>>>

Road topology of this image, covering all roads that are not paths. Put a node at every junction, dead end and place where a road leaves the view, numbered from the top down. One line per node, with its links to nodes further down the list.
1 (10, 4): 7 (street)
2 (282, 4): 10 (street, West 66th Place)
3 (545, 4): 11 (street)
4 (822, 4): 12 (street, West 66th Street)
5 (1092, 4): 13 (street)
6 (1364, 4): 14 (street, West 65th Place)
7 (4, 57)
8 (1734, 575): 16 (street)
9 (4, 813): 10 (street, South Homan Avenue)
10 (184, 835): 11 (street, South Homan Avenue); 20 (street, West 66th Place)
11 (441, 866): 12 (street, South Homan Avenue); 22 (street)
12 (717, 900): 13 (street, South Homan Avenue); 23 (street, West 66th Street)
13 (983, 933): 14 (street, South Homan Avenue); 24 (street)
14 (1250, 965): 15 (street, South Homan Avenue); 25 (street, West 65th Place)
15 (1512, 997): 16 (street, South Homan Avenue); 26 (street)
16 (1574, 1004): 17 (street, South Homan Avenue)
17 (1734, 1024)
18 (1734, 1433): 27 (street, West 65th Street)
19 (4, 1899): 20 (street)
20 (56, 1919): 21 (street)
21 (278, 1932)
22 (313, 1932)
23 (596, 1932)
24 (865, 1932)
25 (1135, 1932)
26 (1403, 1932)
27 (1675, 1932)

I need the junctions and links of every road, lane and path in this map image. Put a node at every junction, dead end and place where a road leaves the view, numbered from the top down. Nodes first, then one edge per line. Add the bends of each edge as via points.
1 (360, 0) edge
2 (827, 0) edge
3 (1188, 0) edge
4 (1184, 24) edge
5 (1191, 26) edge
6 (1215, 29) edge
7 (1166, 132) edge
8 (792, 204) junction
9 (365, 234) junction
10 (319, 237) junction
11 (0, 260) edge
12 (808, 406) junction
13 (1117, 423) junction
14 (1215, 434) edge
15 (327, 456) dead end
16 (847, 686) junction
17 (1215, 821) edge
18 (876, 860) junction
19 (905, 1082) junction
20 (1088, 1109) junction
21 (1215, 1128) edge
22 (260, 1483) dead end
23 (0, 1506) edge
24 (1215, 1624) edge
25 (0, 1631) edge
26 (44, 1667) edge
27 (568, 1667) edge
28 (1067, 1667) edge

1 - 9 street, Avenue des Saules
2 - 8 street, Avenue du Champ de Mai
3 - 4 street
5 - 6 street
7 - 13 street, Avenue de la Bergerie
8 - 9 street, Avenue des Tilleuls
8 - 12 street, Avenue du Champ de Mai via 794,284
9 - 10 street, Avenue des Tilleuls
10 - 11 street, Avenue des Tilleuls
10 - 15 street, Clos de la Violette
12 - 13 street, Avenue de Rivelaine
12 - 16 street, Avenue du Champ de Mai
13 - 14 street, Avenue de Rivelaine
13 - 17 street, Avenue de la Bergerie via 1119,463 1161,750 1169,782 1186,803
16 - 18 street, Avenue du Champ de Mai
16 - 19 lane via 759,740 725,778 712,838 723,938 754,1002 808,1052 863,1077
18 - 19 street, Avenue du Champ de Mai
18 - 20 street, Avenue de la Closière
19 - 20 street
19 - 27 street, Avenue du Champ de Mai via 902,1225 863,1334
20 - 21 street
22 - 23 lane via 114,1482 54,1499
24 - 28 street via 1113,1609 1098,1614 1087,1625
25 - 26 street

<<<

=== PROBLEM STATEMENT ===
Each line with "down" in it must be identified and copied from the material.

=== TASK ANSWER ===
Road topology of this image, covering all roads that are not paths. Put a node at every junction, dead end and place where a road leaves the view, numbered from the top down. One line per node, with its links to nodes further down the list.
I need the junctions and links of every road, lane and path in this map image. Put a node at every junction, dead end and place where a road leaves the view, numbered from the top down. Nodes first, then one edge per line. Add the bends of each edge as via points.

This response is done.